How do we conclude that a statistic is sufficient but not minimal sufficient? #2

Question

This is related to a question I recently asked.

I want to show that the statistic $\left(\sum_{i = 1}^n Y_i, \sum_{i = 1}^n Y_i^2 \right)$ is sufficient for $\mu$ but not minimal sufficient where $(Y_1, \dots, Y_n)$ is a random sample from $N(\mu, \mu)$ for $\mu > 0$.

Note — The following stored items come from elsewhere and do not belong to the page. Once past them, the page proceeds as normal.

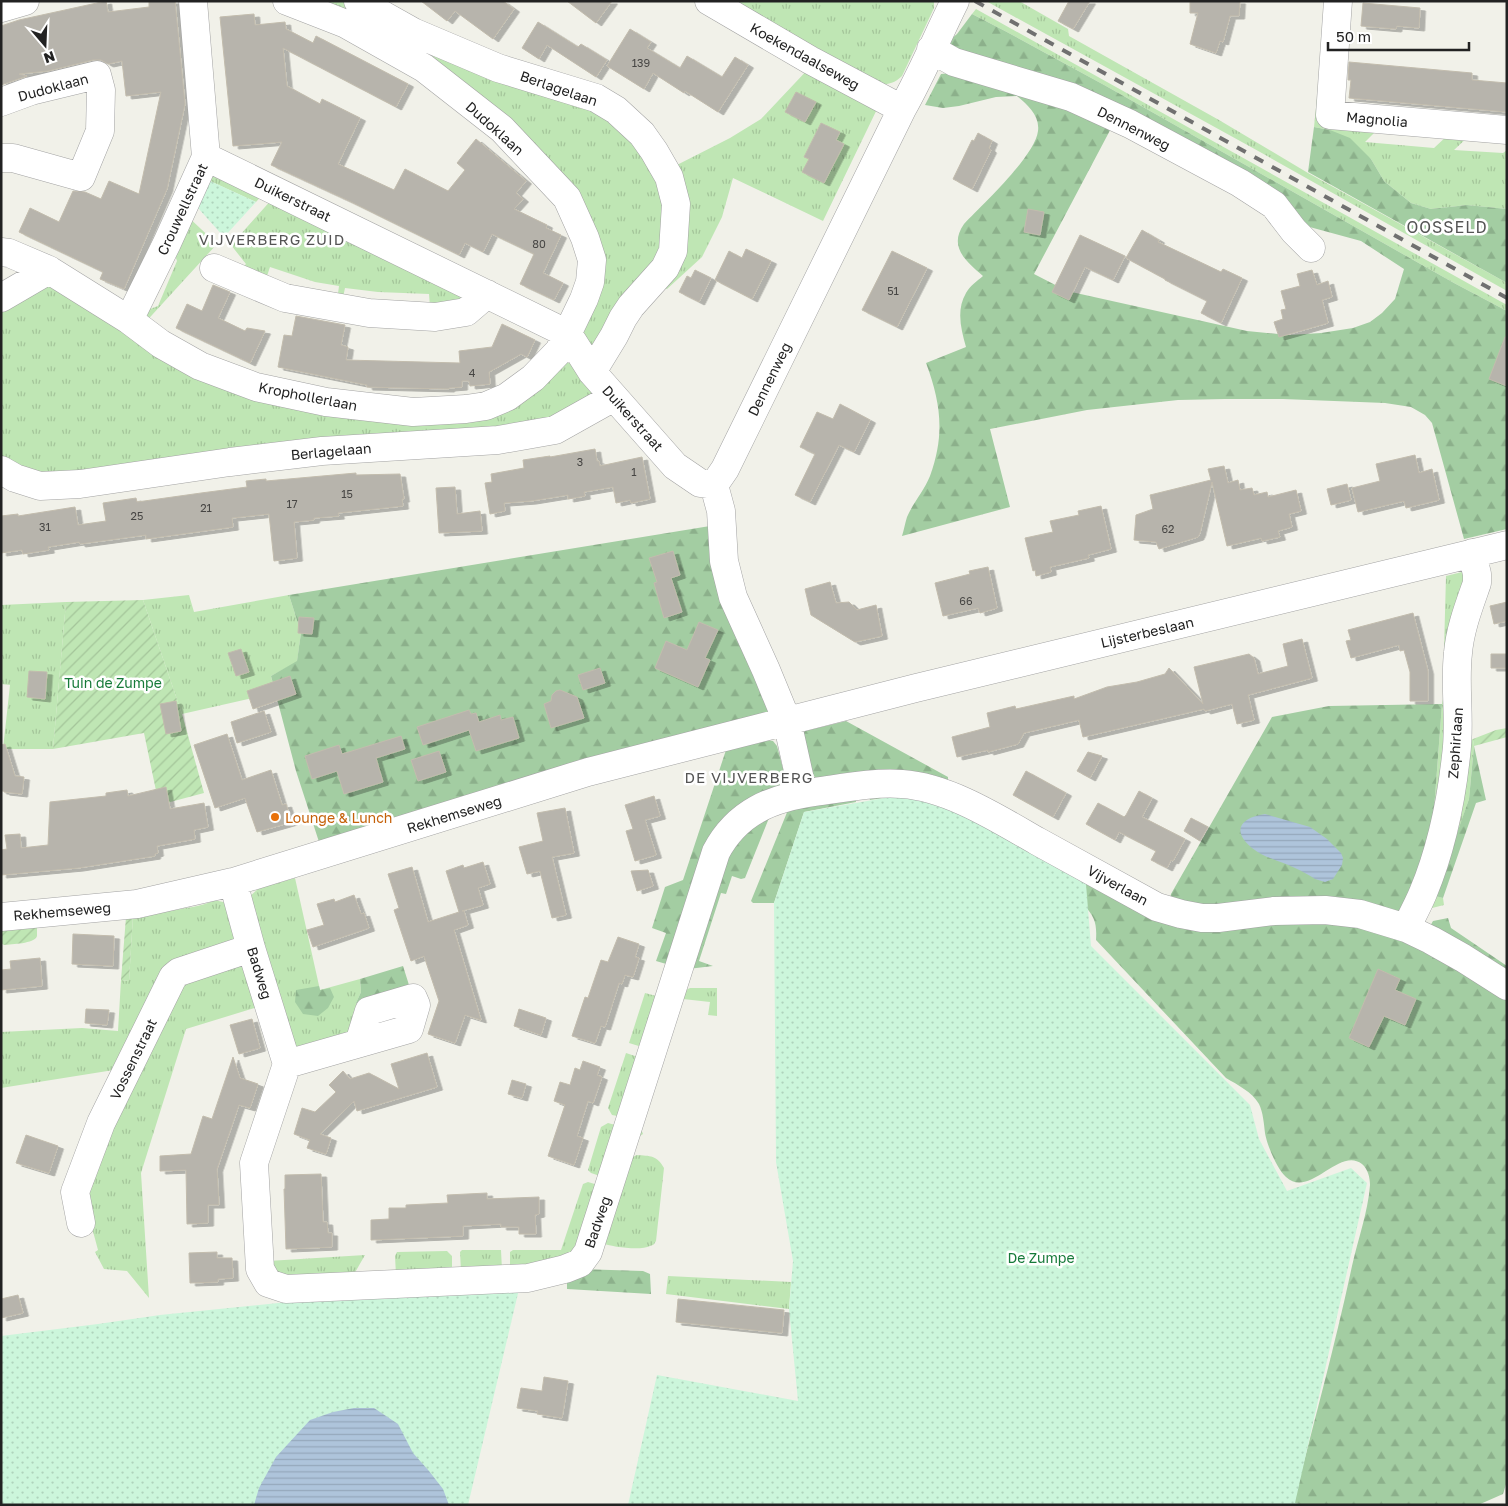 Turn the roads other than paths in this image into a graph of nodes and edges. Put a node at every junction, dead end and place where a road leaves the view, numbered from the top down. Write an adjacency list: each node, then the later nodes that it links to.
1 (25, 1): 8 (street)
2 (193, 1): 13 (street, Crouwellstraat)
3 (287, 1): 22 (street, Dudoklaan)
4 (358, 1): 23 (street, Berlagelaan)
5 (709, 1): 11 (street, Koekendaalseweg)
6 (955, 1): 9 (street, Dennenweg)
7 (1338, 1): 12 (street, Magnolia)
8 (1, 8)
9 (931, 49): 11 (street, Dennenweg); 15 (street, Dennenweg)
10 (1, 102): 14 (street, Dudoklaan)
11 (902, 108): 26 (street, Dennenweg)
12 (1507, 130)
13 (206, 157): 19 (street, Duikerstraat); 21 (street, Crouwellstraat)
14 (1, 158)
15 (1311, 248)
16 (1, 252): 18 (street)
17 (214, 268): 19 (street)
18 (49, 270): 20 (street); 21 (street, Krophollerlaan)
19 (487, 294): 22 (street, Duikerstraat)
20 (1, 298)
21 (129, 320): 22 (street, Krophollerlaan)
22 (568, 334): 23 (street, Duikerstraat)
23 (592, 372): 24 (street, Duikerstraat)
24 (614, 397): 26 (street, Duikerstraat); 27 (street, Berlagelaan)
25 (1, 470): 27 (street, Berlagelaan)
26 (714, 485): 31 (street)
27 (40, 486): 28 (street, Berlagelaan)
28 (1, 492)
29 (1507, 545): 30 (street, Lijsterbeslaan)
30 (1472, 553): 31 (street, Lijsterbeslaan); 35 (street, Zephirlaan)
31 (787, 721): 32 (street); 33 (street, Rekhemseweg)
32 (803, 793): 35 (street, Vijverlaan); 39 (street, Badweg)
33 (234, 882): 34 (street, Rekhemseweg); 36 (street, Badweg)
34 (1, 917)
35 (1406, 928): 37 (street, Vijverlaan)
36 (252, 948): 39 (street, Badweg); 40 (street, Vossenstraat)
37 (1507, 986)
38 (360, 1043): 39 (street)
39 (287, 1064)
40 (81, 1223) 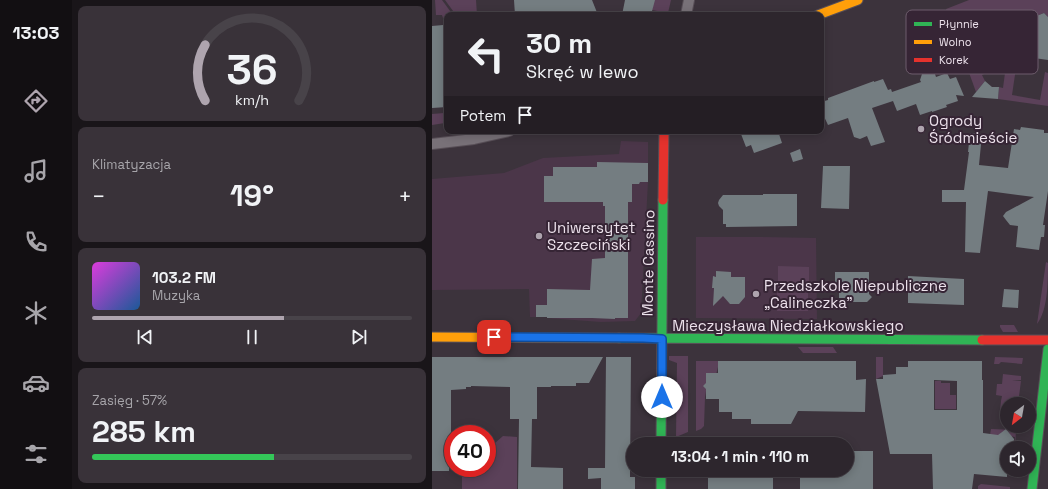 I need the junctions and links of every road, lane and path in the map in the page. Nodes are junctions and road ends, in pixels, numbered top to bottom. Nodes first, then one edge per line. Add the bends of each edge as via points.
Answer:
1 (689, 0) edge
2 (858, 0) edge
3 (687, 12) edge
4 (824, 13) edge
5 (496, 134) edge
6 (664, 134) edge
7 (432, 144) edge
8 (432, 338) edge
9 (662, 339) junction
10 (1048, 340) edge
11 (1048, 349) edge
12 (661, 437) edge
13 (661, 477) edge
14 (661, 489) edge
15 (1032, 489) edge

1 - 3 street
2 - 4 street
5 - 7 street
6 - 9 street, Monte Cassino
8 - 9 street, Mieczysława Niedziałkowskiego
9 - 10 street, Mieczysława Niedziałkowskiego
9 - 12 street, Monte Cassino
11 - 15 street
13 - 14 street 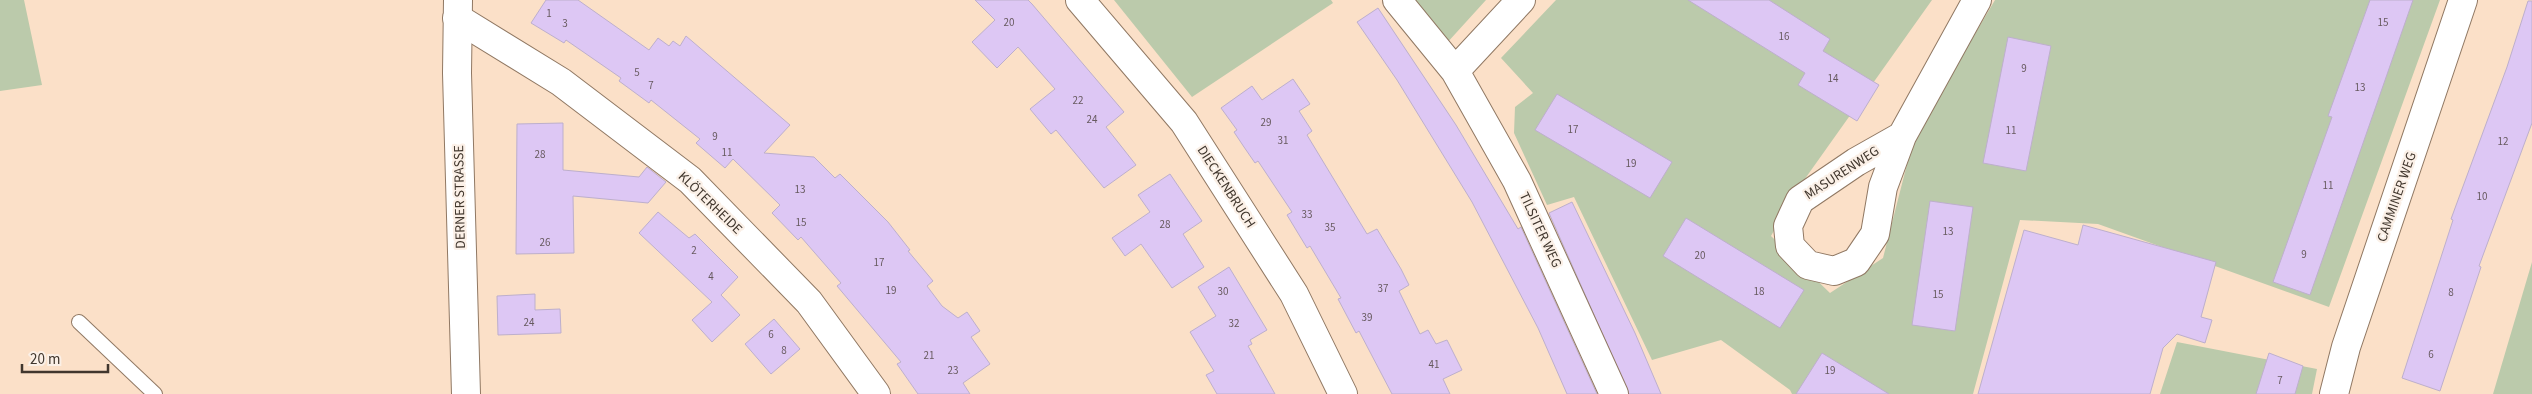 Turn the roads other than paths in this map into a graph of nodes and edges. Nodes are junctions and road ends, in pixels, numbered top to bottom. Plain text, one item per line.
1 (1080, 0) edge
2 (1397, 0) edge
3 (1521, 0) edge
4 (1977, 0) edge
5 (2463, 0) edge
6 (458, 9) edge
7 (1455, 71) junction
8 (1902, 136) junction
9 (78, 322) dead end
10 (154, 394) edge
11 (466, 394) edge
12 (876, 394) edge
13 (1343, 394) edge
14 (1614, 394) edge
15 (2334, 394) edge

1 - 13 street, DIECKENBRUCH
2 - 7 street, TILSITER WEG
3 - 7 street
4 - 8 street, MASURENWEG
5 - 15 street, CAMMINER WEG
6 - 11 street, DERNER STRASSE
6 - 12 street, KLÖTERHEIDE
7 - 14 street, TILSITER WEG
8 - 8 street, MASURENWEG
9 - 10 lane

The textbook All of Statistics: A Concise Course in Statistical Inference by Larry Wasserman gives the following definition and theorem of minimal sufficiency:

9.32 Definition. Write $x^n \leftrightarrow y^n$ if $f(x^n; \theta) = cf(y^n; \theta)$ for some constant $c$ that might depend on $x^n$ and $y^n$ but not $\theta$. A statistic $T(x^n)$ is sufficient if $T(x^n) \leftrightarrow T(y^n)$ implies that $x^n \leftrightarrow y^n$.

9.35 Definition. A statistic $T$ is minimal sufficient if (i) it is sufficient; and (ii) it is a function of every other sufficient statistic.

9.36 Theorem. $T$ is minimal sufficient if the following is true: $$T(x^n) = T(y^n) \ \text{if and only if} \ x^n \leftrightarrow y^n.$$

Using theorem 9.36 as a guide, how do we show in practice that a statistic is not minimal sufficient?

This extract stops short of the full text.